Often the clearest picture of someone is the one seen through others’ eyes. Such is the fascinating look at Ernest Hemingway Naomi Wood portrays through the eyes of his four wives. The title, which belongs to them all, is sardonic: it is a position these four very different women can call their own, but it sits differently on each.
The gripping tale begins as Ernest Hemingway’s first wife, Hadley Richardson, deals with his mistress, Pauline Pfeiffer (aka ‘Fife’), and how her presence is revealed, how Hadley herself brought the woman would lead to her downfall into their lives. The strange conditions of Hemingway’s life are laid bare from the first. In Antibes, France, Hemingway lives in a cottage with his wife and his mistress. It would seem an idyllic existence. It was not. “They have been in the villa like this for weeks, like dancers in relentless motion, trying to exhaust each other into falling.”
Wood makes human, if greatly flawed, the legend that is Hemingway—sparse words coat him with layers of truth, the beauty, and the ugliness. But this is a story of his women. Hadley Richardson, the first wife, a simple woman in character and profession; Pauline Pfeiffer, a society player, a vixen; Martha Gellhorn, war correspondent as beautiful as she is talented; and Mary Welsh, the star-struck journalist who gives up her career and her own first marriage.

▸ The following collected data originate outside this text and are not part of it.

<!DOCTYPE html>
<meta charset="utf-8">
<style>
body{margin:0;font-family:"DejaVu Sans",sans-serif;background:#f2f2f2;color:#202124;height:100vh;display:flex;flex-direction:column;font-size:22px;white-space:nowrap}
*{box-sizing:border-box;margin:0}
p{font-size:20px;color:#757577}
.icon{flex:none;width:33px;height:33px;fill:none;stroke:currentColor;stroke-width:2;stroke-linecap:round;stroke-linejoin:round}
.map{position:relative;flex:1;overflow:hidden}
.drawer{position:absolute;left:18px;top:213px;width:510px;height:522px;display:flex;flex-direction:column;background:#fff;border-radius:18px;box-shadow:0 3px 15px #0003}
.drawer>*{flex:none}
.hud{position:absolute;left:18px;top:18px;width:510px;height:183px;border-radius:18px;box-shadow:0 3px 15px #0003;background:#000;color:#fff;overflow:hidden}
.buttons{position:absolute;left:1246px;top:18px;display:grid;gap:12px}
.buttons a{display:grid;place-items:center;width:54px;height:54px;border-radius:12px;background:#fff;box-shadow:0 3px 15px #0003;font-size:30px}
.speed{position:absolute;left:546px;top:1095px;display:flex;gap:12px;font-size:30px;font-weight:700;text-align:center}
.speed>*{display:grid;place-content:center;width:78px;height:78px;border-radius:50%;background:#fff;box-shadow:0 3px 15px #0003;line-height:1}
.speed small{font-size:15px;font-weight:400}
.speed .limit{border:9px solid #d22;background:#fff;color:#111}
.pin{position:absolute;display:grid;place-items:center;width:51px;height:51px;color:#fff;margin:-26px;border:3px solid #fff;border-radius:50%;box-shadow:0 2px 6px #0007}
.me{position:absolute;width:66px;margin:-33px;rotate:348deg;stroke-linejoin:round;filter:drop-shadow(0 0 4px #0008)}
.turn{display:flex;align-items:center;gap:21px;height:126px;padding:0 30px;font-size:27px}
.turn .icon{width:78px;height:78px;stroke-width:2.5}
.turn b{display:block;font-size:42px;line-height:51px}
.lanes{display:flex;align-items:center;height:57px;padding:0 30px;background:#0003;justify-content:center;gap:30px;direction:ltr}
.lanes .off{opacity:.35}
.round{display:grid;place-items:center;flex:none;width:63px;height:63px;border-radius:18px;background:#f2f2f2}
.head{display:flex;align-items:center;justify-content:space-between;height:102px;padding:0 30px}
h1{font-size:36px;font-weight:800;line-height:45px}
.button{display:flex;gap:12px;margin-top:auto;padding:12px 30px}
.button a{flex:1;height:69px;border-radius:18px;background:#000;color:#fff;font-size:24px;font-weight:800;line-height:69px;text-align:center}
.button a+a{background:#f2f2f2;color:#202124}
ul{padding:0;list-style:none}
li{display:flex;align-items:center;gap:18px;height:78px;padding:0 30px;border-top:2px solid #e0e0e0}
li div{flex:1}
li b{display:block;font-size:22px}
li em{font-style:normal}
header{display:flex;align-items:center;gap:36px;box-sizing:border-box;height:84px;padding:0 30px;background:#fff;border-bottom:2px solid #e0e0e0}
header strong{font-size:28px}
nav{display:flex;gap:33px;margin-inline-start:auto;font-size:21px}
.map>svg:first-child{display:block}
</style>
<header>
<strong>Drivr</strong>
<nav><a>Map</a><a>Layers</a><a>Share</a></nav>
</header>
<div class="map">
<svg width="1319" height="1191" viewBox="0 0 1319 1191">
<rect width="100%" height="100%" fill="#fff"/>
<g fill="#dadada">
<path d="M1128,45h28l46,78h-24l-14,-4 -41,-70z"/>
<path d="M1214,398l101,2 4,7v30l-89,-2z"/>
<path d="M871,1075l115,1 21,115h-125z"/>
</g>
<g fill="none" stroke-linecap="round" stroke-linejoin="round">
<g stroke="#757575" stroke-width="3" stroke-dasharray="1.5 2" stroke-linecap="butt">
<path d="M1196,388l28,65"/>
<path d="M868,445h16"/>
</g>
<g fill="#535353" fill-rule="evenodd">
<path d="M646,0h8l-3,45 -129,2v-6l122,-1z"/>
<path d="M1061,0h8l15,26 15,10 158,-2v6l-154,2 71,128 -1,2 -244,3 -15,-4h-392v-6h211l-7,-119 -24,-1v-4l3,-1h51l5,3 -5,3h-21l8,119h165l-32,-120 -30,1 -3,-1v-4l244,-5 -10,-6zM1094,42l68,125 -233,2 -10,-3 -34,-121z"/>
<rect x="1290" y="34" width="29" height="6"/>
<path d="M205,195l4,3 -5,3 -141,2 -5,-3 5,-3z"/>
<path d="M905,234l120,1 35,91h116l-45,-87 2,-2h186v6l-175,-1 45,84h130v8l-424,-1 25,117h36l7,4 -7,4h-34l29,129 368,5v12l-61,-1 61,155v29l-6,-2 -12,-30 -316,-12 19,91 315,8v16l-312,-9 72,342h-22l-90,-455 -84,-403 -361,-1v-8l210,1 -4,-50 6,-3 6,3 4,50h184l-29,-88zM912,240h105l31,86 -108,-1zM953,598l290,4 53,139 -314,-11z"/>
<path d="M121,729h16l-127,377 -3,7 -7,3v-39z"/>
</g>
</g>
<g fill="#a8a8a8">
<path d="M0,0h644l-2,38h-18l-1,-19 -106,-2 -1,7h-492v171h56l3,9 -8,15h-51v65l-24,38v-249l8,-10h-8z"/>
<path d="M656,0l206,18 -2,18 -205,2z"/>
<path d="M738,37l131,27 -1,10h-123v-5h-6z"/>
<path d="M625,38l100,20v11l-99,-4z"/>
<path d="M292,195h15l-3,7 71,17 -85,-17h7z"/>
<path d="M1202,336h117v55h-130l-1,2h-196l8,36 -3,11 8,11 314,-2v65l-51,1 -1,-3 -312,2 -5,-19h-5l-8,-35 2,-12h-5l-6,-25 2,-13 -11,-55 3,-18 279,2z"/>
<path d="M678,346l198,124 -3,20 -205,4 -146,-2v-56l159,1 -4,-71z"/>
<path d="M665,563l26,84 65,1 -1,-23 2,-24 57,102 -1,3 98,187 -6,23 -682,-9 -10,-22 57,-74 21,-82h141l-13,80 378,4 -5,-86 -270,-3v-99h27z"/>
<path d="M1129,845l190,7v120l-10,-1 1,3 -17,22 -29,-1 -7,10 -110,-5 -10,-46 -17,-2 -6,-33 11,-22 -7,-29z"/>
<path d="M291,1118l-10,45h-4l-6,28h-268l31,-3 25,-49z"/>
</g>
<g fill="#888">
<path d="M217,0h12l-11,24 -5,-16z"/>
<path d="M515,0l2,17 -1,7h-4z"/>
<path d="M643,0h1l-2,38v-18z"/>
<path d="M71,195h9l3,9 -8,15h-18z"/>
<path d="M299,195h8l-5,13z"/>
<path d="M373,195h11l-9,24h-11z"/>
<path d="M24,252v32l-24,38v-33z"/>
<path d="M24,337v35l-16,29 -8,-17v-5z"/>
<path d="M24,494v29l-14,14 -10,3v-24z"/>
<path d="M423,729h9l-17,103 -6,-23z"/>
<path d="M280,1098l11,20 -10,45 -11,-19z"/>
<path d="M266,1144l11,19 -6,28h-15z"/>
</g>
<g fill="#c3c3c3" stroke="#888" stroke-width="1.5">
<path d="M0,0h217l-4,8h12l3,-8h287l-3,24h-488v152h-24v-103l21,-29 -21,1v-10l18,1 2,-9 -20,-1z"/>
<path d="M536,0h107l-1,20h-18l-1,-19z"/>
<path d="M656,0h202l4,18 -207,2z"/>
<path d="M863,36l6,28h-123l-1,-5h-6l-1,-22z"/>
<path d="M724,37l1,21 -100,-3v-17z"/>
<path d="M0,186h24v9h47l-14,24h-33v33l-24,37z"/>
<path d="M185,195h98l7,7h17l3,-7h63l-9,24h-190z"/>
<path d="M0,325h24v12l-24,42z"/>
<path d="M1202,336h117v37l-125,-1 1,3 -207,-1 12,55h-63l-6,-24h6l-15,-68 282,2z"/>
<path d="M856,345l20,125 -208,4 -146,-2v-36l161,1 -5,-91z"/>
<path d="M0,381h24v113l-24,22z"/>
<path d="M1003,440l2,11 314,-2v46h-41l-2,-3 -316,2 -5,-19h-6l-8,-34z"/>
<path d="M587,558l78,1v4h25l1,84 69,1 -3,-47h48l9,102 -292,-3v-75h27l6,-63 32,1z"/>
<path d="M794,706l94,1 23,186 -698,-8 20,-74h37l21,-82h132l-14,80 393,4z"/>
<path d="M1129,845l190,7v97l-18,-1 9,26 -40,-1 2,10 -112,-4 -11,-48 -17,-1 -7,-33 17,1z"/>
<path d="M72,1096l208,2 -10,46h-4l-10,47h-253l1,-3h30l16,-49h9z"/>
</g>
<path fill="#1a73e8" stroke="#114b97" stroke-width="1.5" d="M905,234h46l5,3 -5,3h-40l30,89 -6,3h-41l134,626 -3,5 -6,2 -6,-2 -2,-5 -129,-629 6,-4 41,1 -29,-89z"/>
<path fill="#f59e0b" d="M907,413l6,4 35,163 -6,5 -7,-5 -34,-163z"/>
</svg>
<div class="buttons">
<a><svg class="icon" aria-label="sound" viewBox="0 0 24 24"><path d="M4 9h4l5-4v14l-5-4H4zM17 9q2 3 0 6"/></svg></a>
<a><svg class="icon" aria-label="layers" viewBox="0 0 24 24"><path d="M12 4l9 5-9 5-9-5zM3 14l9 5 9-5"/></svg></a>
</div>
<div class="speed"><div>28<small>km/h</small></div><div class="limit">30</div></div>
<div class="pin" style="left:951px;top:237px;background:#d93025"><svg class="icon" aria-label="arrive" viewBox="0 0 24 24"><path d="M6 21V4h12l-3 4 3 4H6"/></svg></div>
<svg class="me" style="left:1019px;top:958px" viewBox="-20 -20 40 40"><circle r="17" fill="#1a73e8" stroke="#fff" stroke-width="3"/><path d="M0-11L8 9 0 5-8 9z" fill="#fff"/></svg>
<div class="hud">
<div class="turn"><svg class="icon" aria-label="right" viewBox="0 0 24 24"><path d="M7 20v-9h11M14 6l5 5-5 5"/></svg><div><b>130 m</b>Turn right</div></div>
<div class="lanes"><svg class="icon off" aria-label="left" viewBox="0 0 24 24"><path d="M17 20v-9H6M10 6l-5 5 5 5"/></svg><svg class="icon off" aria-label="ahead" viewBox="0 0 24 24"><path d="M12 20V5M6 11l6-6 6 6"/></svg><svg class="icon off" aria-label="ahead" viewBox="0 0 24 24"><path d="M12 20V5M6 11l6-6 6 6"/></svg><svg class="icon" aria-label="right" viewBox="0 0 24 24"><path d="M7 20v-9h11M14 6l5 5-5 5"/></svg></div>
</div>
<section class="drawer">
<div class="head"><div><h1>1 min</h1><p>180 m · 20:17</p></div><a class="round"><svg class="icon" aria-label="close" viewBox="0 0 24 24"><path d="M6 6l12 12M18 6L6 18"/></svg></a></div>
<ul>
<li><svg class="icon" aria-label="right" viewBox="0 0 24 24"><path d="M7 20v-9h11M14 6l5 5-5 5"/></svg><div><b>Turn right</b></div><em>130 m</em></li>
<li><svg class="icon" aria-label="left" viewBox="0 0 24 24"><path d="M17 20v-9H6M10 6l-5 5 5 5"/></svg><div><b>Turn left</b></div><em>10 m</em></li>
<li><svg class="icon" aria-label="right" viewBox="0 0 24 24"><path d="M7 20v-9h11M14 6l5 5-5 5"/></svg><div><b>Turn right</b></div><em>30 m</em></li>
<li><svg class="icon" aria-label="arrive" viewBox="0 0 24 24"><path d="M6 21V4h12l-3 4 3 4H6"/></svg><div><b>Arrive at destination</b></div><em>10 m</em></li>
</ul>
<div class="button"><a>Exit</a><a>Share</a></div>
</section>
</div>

Quickly feelings of sympathy emerge as Hadley learns the truth of his affair with Fife, a truth she knew but refused to acknowledge until forced. But Wood lays bare the truth of her circumstance with narrative that cannot be denied, “…something has happened in the villa that nobody else has seen, as if someone has wet the mattress and not owned up to the fast-cooling spot in the middle of the bedclothes.”
For all the love she has for him, Hadley gives him up; Fife takes her place as Mrs. Hemingway. As the first mistress becomes the second wife, old patterns repeat themselves, as they always do with men destined for perpetual infidelity. ‘Fife imagines herself as one of his sailfish, hooked in at the mouth. He’ll let the line out, let it slacken for a while. He will do this once, twice, three times, letting the fish go, as if it were free, before reeling it in and gaffing it on the boat. What a strange dance it is, until she comes in bleeding, reeled in by the nickel-plated rod.”
Fife proves far less amiable in relinquishing the title to Martha Gellhorn but relinquish she must.
Through Martha Gellhorn, a grittier Hemingway is revealed; his brilliance at his craft seems to grow concurrently with his cruelty. Theirs are the years of World War II. But Martha is unlike his first two wives; she has power of her own, power that first entices Hemingway then repulses him. As the next woman comes in to take her place, Martha sums up Hemingway’s character more definitively and in doing so, she possibly reveals the true psychology of the man, “Martha thinks how typical all of this is of him: he wants his wife, he wants his mistress, he wants everything he can get. He is not so much greedy for women as blind to what he thinks he needs and so he grabs at everything.”
Mary Welsh, his last wife, she who gave up so much, loses him too, in the end, but not to another woman, but to Hemingway’s own demons.
From the first, it is clear this is a tale of thick, dripping drama, told with the bitterness of the title character(s). The unique style of the writing, its distinctive narrative voice, announces itself as something different, something special. This is not merely a meager walk along the timeline of lives. Instead, Wood floods the pages with the emotions, distinctiveness, and heartbreak of each woman’s experience with the larger than life author.
Yet at times, there is often no great drama unfolding, but in the daily and the mundane, Wood splendidly reveals the many depths of the icon known as Hemingway: his swiftly shifting modes, his need for attention and to be desired, his scars—internal and external—from the war. Although the narrative is sparring, in fact stark, Wood uses metaphors and similes expertly to render her descriptions, in them the story breathes. There is a poetic taste to the narrative, raising it to lyricism with single sentences; pearls found here and there.
If there is a flaw, it lies in the vagueness of the character development; in the first few pages, it’s unclear who is wife and who is mistress or whether Hadley is, in fact, his first wife. Nor do we know that this first Ernest Hemingway is not yet famous, his legend is so inured; it is hard to think of him as anything but the Hemingway. But it is far, far from a fatal flaw.
Out of chronology, sometimes in each woman’s section the end is the beginning, yet it only impels the reading, not inhibit it. Written in the restrictive third-person point of view of each wife, Wood deftly gives each woman their own voice, so distinctly, they are not only heard, they are felt, all of their roller coaster rides, spun at the hands of Ernest Hemingway, ascends from the page. Through four pairs of eyes, a fully dimensional look arises, and yet, as the narcissistic womanizer he was, all four versions merge into one. Awash in straight narrative, much of it in past tense, much of it in internal dialog, Mrs. Hemingway defies the rules of writing, yet delivers a tour de force, compelling to the very end.